Background information
- Born: April 2, 1946
- Origin: Winnipeg, Manitoba, Canada
- Died: December 14, 1997 (aged 51)
- Genres: Rock
- Occupations: Guitarist, songwriter
- Instrument: Guitar;
- Formerly of: Brother; The Guess Who;

= Kurt Winter =

Canadian musician (1946–1997)

Kurt Frank Winter (April 2, 1946 – December 14, 1997) was a Canadian guitarist and songwriter, best known as a member of The Guess Who.

== Biography ==
Winter was born in Winnipeg, Manitoba. He attended Daniel McIntyre Collegiate Institute. From the mid-1960s he was a member of several local Winnipeg rock bands, collaborating at various times with bassist Bill Wallace and drummer Vance Schmidt (later known as Vance Masters). In 1969 Winter, Wallace, and Schmidt formed the band Brother, who were associates of The Guess Who. Brother was together for less than six months, but became known for the fact that all three members later joined The Guess Who.

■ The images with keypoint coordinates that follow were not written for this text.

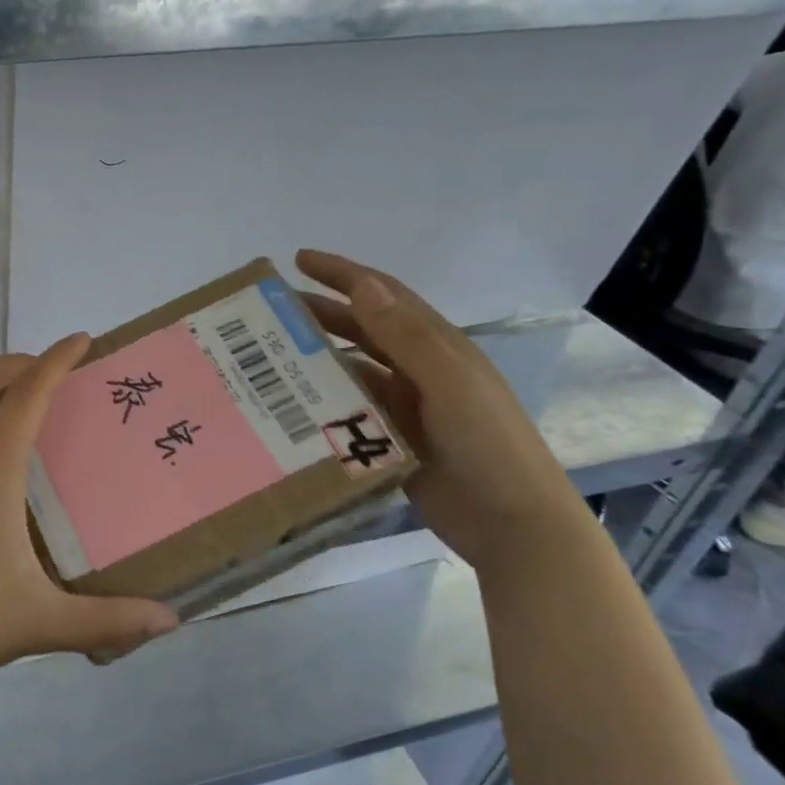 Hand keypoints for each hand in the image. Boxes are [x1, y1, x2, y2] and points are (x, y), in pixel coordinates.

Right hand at [296, 250, 593, 567]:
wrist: (513, 525)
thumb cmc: (487, 445)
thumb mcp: (449, 384)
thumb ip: (407, 337)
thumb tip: (364, 284)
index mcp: (438, 347)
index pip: (384, 295)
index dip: (344, 274)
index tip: (298, 260)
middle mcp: (420, 370)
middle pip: (364, 330)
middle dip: (321, 312)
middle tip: (271, 310)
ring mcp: (407, 406)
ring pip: (353, 369)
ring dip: (318, 356)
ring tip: (272, 353)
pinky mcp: (393, 441)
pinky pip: (351, 410)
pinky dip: (324, 401)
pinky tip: (293, 403) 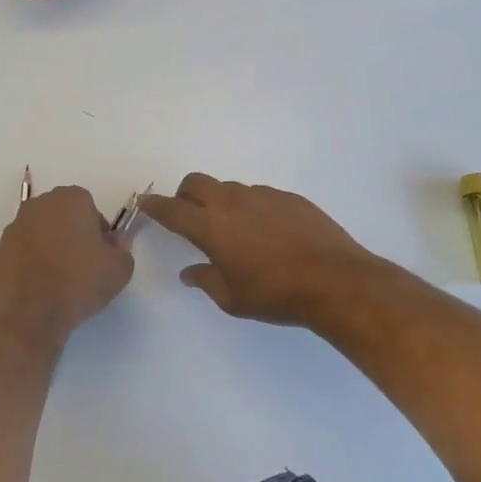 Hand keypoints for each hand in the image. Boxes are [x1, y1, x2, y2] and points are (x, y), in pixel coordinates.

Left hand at [0, 185, 133, 345]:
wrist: (32, 315)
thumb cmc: (80, 282)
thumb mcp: (120, 268)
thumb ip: (122, 248)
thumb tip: (112, 244)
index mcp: (69, 199)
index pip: (90, 207)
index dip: (98, 231)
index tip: (101, 254)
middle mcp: (38, 206)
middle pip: (62, 216)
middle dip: (73, 234)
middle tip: (83, 265)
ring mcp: (14, 228)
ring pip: (41, 233)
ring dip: (50, 247)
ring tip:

Guitarist Randy Bachman left The Guess Who in 1970, and that's when the band's leader Burton Cummings recruited Winter and Greg Leskiw as Bachman's replacements. Winter was with The Guess Who for four years and became one of the band's primary songwriters in tandem with Cummings. After six studio albums, Winter left The Guess Who for undisclosed reasons in 1974, and was replaced by Domenic Troiano.

After The Guess Who broke up, various former members of that band attempted reunion tours with floating lineups. Winter briefly joined a lineup led by bassist Jim Kale in 1977–1978, and contributed to the album Guess Who's Back.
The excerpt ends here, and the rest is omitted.